Green beans are the best all around vegetable. Green beans are fibrous, full of nutrients and pulls particles through the digestive tract. Mixed vegetables, peas and carrots are fine also. Vegetables, like corn and lima beans, aren’t broken down in the digestive tract and a waste of money. Shop around for the lowest frozen vegetables or seal-a-meal or can your own. Broccoli is fine if you are willing to perish from dog gas attacks.
You can use a variety of meats in this food. It depends what your dog will tolerate. Be careful not to rotate types of meat until you have a feel for what your dog can tolerate. I always cook the meat. There is too much contamination to take a chance on causing a hemorrhagic intestinal bug from raw meat. When adding to food, cut or pull the meat into smaller portions for better digestion.
Eggs are a very cheap and inexpensive protein. I hard boil the eggs and add one or two to the meal. You can fry or scramble if you want to spoil your pooches. Eggs and rice are the ingredients of expensive ID (intestinal diet) dog food from the veterinarian.
Chicken – is great, it is easy to digest and inexpensive. I crock pot or broil a $5 pallet of 10 chicken thighs from Wal-Mart. Chicken thighs have lots of meat and only one bone to remove. I add one chicken thigh per meal serving for my German Shepherds. When traveling I bring cheaper canned chicken breast to open and add. Chicken with bones removed is the perfect meat.
Turkey is inexpensive. Cook a turkey up when they are on sale, then package the meat into portions, freeze and take out as needed.
Tuna – I give this for only one meal a week. It is inexpensive if you buy the store brand and the oil/water is good for their coats. Too much processed ocean fish has mercury. So limit the amount. Fish oil capsules from what fish? Goldfish? Natural fish is best.
Beef – Beef is hard for dogs to digest. Crock pot up beef stew meat until tender and broken down. So if you insist on feeding beef, crock pot for tenderizing and easier digestion. Hamburger is fine in limited amounts, but can be it is a little greasy and pricey to feed regularly.

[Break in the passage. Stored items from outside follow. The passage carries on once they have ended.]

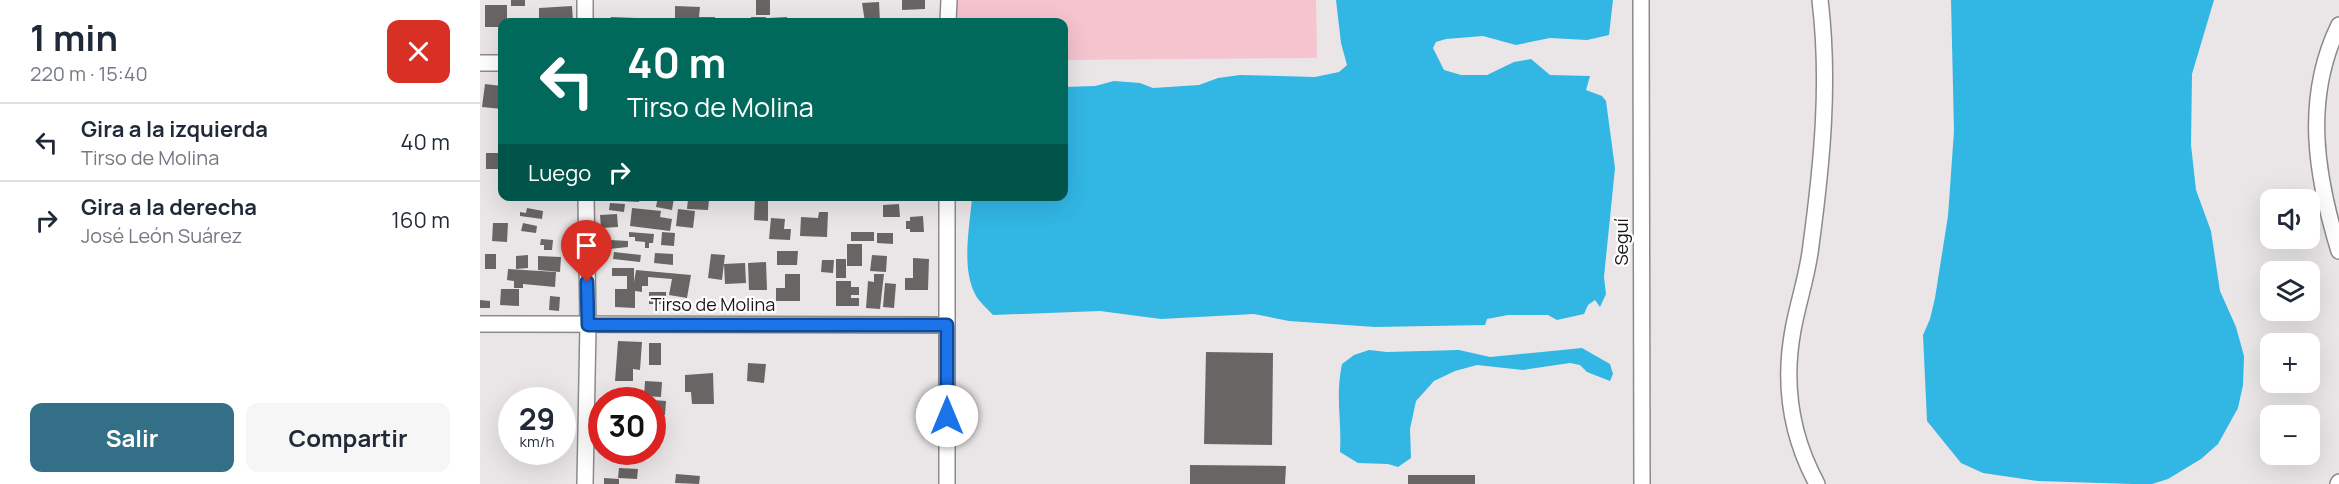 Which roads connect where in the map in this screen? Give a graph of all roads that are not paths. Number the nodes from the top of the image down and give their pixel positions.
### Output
1 (585, 0) edge
2 (949, 0) edge
3 (1641, 0) edge
4 (1820, 0) edge
5 (585, 18) edge
6 (948, 18) edge
7 (2339, 25) edge
8 (480, 63) edge
9 (498, 63) edge
10 (586, 201) edge
11 (947, 201) edge
12 (2339, 251) edge
13 (480, 324) edge
14 (588, 325) junction
15 (947, 325) junction
16 (585, 484) edge
17 (947, 484) edge
18 (1642, 484) edge
19 (1817, 484) edge

1 - 5 street
2 - 6 street
3 - 18 street, Seguí
4 - 19 street
7 - 12 street
8 - 9 street
10 - 14 street
11 - 15 street
13 - 14 street, Tirso de Molina
14 - 15 street, Tirso de Molina
14 - 16 street
15 - 17 street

Wild Game– Feeding your dog, venison or other game is okay. Just make sure it is thoroughly cooked. You don’t want your pet to get sick from some weird intestinal bacteria or parasite. Some wild game is very rich and less is more with pets. Just make sure your pet can tolerate this meat to avoid diarrhea and other intestinal episodes.
You can supplement your dog’s nutrition with a daily over the pet counter vitamin. A money saving tip is to buy the senior dog vitamins. They contain twice as much vitamin per pill. So, buy the senior dog vitamins, break them in half and you get two vitamins for the price of one.
As in all things in life, balance is the key. Dogs don’t mind eating the same thing daily. Do not give your dog gravy or lots of fatty food, as this can cause pancreatitis and could kill your pet.
This food can be put it into zip lock bags and frozen. Don’t blend this food into a paste that is bad for the dog’s teeth and causes the food to lose all the nutritional value.
Dry Dog Food
I do have some dry crunchy kibble dog food out. I prefer Purina, mostly because they are an all American ingredient dog food and never had recalls from overseas tainting like Iams or other brands. Purina One chicken and rice is a good all around dry dog food. Old Roy is a suspect dog food made in China. Science Diet is mostly corn based and not as digestible. Friend with kennels call Science Diet the poop making food, since it all gets eliminated. Eukanuba is a very fatty dog food and should only be fed to active bird dogs or dog with similar energy burn levels.
For three days with two meals a day, it costs me about 75 cents a day per dog on average. This is for the rice, green beans and chicken, even less with eggs or more with beef. Once you get into the routine, making your own dog food it is a very healthy and economical solution and better for your pet’s health.